Aim of the task: Every line below that mentions the word "other" should be copied out.

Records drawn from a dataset
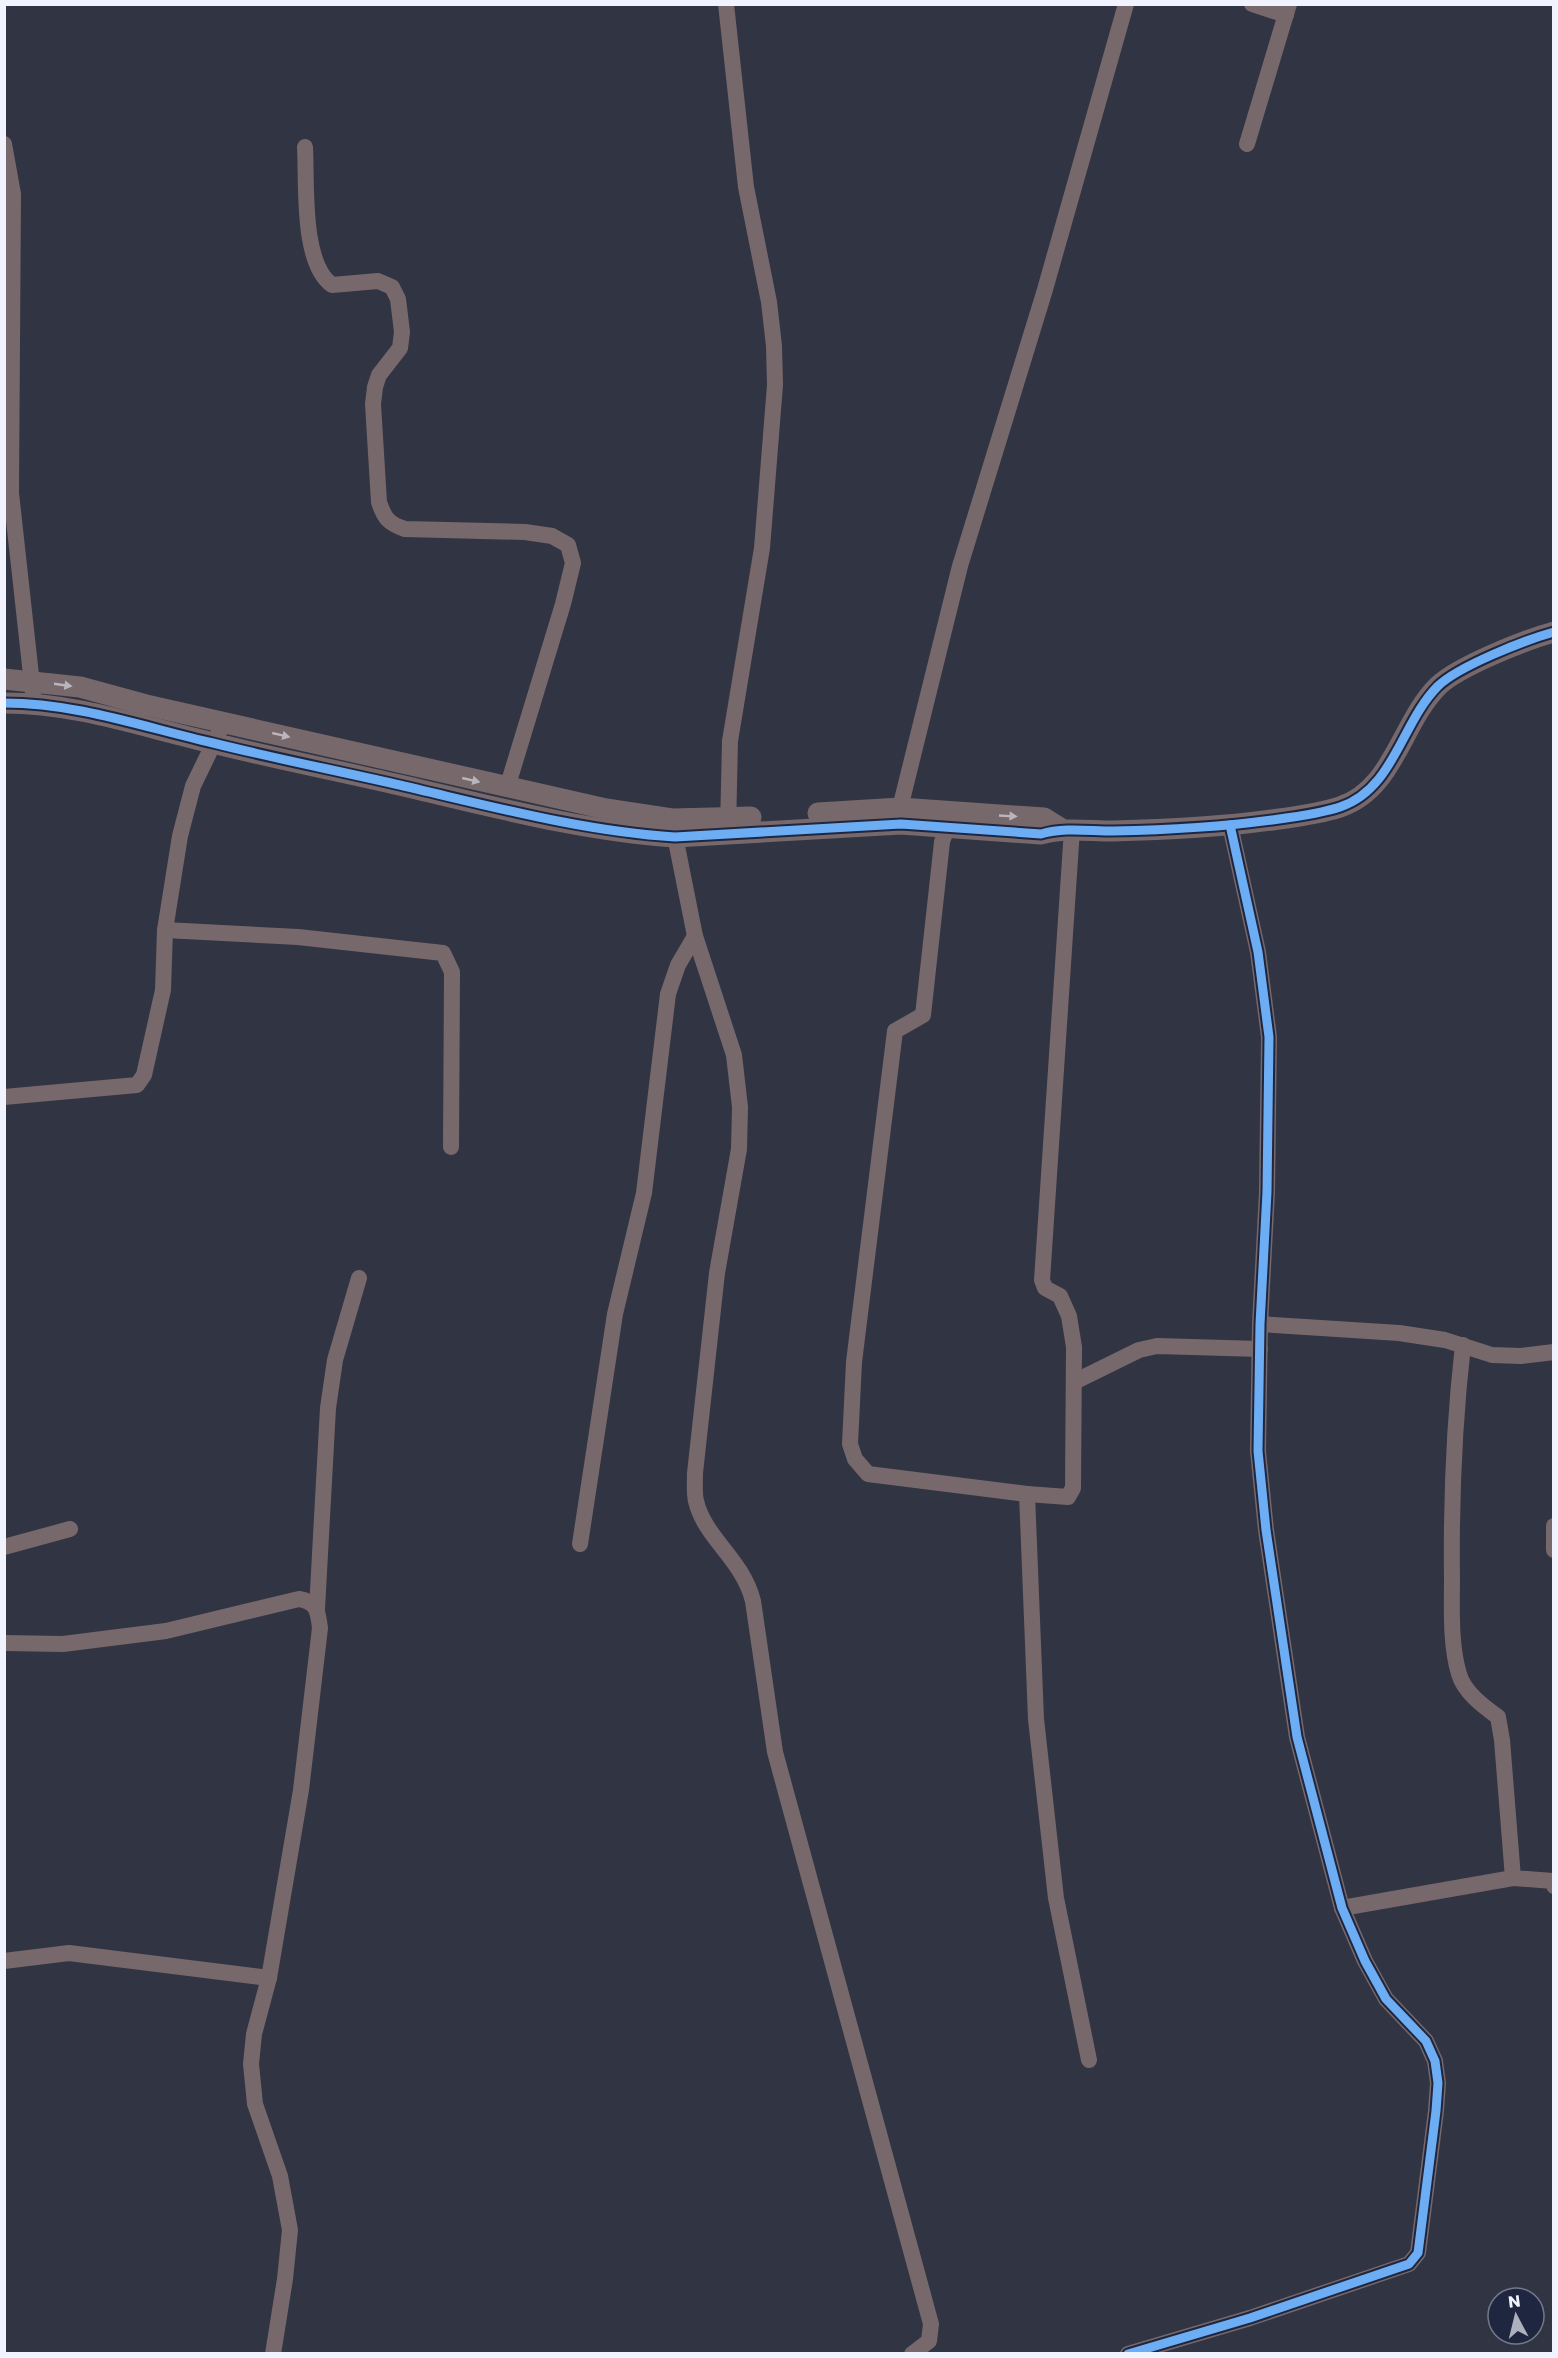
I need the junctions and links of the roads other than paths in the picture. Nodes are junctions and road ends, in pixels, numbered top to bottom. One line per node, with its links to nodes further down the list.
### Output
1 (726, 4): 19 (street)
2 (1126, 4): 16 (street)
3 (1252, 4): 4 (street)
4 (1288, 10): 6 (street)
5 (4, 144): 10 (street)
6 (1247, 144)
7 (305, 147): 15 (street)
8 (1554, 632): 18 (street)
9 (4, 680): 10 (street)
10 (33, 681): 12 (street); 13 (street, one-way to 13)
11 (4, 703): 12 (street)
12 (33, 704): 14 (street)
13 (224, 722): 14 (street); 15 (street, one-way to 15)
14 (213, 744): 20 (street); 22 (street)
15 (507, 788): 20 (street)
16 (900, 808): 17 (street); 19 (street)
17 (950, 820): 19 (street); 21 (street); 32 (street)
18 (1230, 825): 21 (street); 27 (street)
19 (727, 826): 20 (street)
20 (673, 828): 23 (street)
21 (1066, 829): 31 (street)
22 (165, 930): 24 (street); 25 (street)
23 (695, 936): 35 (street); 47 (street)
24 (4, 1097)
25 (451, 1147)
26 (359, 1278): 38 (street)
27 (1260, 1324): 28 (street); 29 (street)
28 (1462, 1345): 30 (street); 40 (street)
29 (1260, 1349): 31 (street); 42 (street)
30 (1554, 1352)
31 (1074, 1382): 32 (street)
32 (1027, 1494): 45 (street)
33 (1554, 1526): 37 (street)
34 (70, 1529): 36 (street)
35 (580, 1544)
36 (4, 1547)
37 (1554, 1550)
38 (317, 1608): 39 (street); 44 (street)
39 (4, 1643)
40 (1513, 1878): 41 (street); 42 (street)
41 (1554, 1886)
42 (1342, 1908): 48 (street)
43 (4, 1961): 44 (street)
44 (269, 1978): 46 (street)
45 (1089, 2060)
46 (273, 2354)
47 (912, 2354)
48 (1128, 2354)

...

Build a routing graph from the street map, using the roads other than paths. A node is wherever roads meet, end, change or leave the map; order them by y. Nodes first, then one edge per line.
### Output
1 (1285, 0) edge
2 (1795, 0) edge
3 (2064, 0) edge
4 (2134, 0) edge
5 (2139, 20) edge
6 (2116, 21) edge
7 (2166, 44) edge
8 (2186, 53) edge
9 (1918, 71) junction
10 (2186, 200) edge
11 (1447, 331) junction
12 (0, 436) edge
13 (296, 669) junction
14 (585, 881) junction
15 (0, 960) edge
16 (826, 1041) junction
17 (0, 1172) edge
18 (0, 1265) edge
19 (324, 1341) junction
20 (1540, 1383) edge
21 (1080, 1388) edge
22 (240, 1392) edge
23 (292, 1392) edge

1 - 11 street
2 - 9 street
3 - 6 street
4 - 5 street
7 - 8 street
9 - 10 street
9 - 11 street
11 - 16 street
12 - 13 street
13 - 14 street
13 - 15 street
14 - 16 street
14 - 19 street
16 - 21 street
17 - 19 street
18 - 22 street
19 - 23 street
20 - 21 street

Result below:
I need the junctions and links of the roads other than paths in the picture. Nodes are junctions and road ends, in pixels, numbered top to bottom. One line per node, with its links to nodes further down the list.
Build a routing graph from the street map, using the roads other than paths. A node is wherever roads meet, end, change or leave the map; order them by y. Nodes first, then one edge per line.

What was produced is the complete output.